# TASK DIRECTIONS:
Show each line of the data below in which "graph" occurs.
━━━ RECORD EXTRACTS
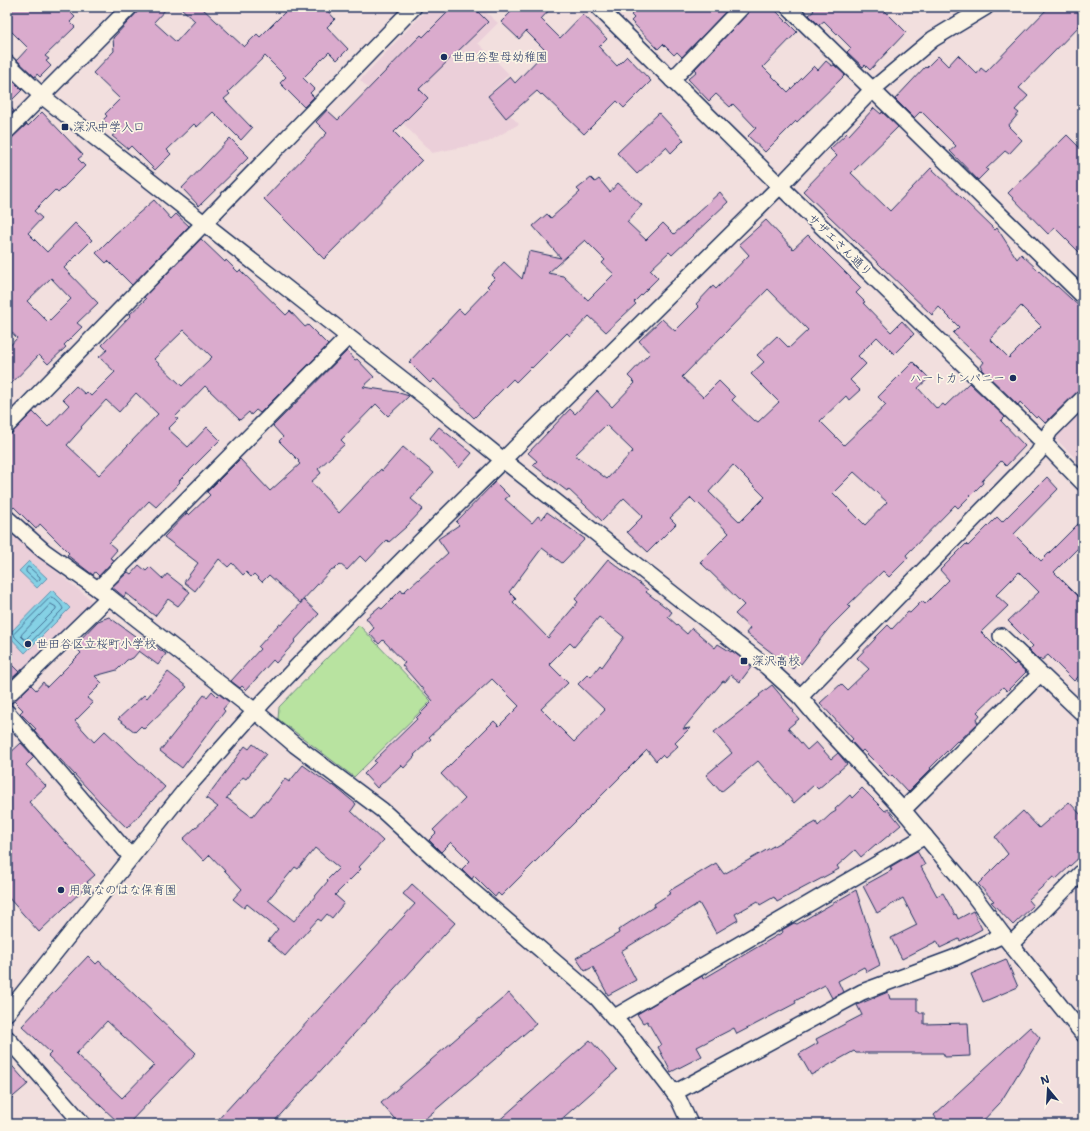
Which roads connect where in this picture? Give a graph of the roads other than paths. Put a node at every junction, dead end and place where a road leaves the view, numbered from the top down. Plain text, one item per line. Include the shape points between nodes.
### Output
1 (130, 7) edge
2 (414, 7) edge
3 (598, 7) edge
4 (742, 7) edge
5 (788, 7) edge
6 (986, 7) edge
7 (7, 63) edge
8 (672, 80) junction
9 (872, 90) junction
10 (42, 96) junction
11 (7, 131) edge
12 (780, 186) junction
13 (204, 224) junction
14 (1083, 296) edge
15 (348, 337) junction
16 (1083, 398) edge
17 (7, 426) edge
18 (1044, 443) junction
19 (503, 460) junction
20 (1083, 483) edge
21 (7, 518) edge
22 (104, 593) junction
23 (1001, 636) dead end
24 (1040, 674) junction
25 (7, 696) edge
26 (800, 697) junction
27 (255, 711) junction
28 (7, 712) edge
29 (1083, 714) edge
30 (903, 810) junction
31 (925, 836) junction
32 (131, 857) junction
33 (1083, 871) edge
34 (1007, 939) junction
35 (7, 1013) edge
36 (613, 1018) junction
37 (1083, 1034) edge
38 (7, 1038) edge
39 (674, 1093) junction
40 (83, 1124) edge
41 (690, 1124) edge

1 - 10 street
2 - 13 street
3 - 8 street, サザエさん通り
4 - 8 street
5 - 9 street
6 - 9 street via 933,39
7 - 10 street
8 - 12 street, サザエさん通り
9 - 12 street
9 - 14 street
10 - 11 street
10 - 13 street
12 - 18 street, サザエさん通り
12 - 19 street
13 - 15 street
13 - 17 street
15 - 19 street
15 - 22 street
16 - 18 street via 1050,431
18 - 20 street, サザエさん通り
18 - 26 street via 1038,453
19 - 26 street via 767,667
19 - 27 street
21 - 22 street via 44,552
22 - 25 street
22 - 27 street
23 - 24 street
24 - 29 street
24 - 30 street
26 - 30 street
27 - 32 street via 185,790
27 - 36 street via 295,745 382,810 596,998
28 - 32 street
30 - 31 street
31 - 34 street
31 - 36 street
32 - 35 street
33 - 34 street
34 - 37 street
34 - 39 street via 862,992
36 - 39 street
38 - 40 street
39 - 41 street

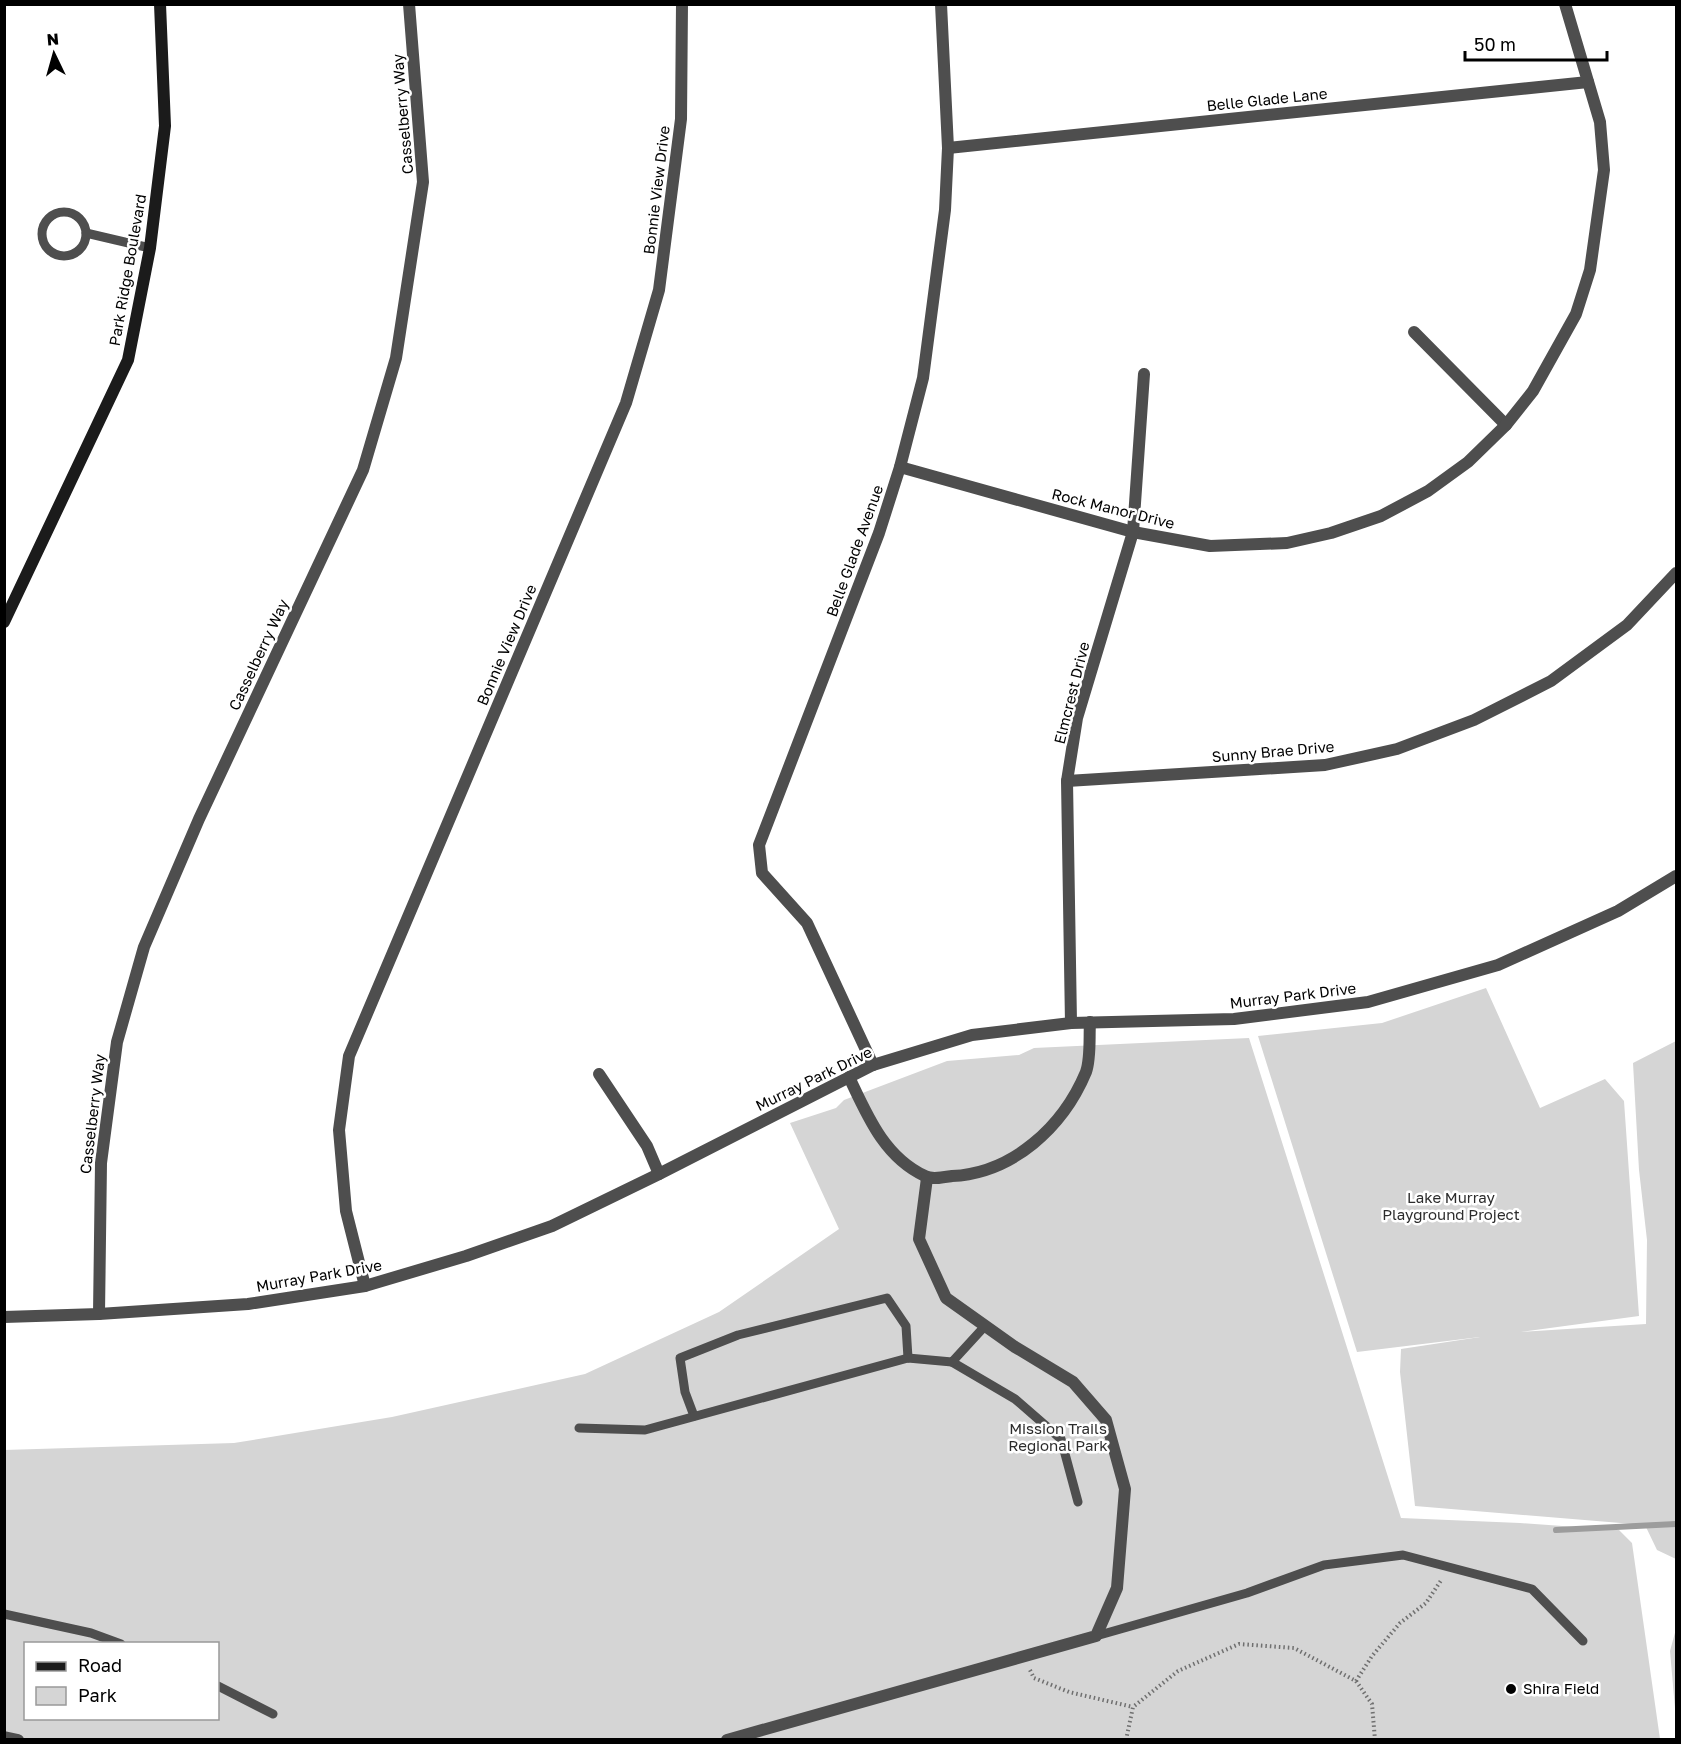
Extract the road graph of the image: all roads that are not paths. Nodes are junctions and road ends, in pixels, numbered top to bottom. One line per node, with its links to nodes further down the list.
━━━━━━
# OUTPUT FOR THIS TASK:
Which roads connect where in this picture? Give a graph of the roads other than paths. Put a node at every junction, dead end and place where a road leaves the view, numbered from the top down. Plain text, one item per line. Include the shape points between nodes.
Extract the road graph of the image: all roads that are not paths. Nodes are junctions and road ends, in pixels, numbered top to bottom. One line per node, with its links to nodes further down the list.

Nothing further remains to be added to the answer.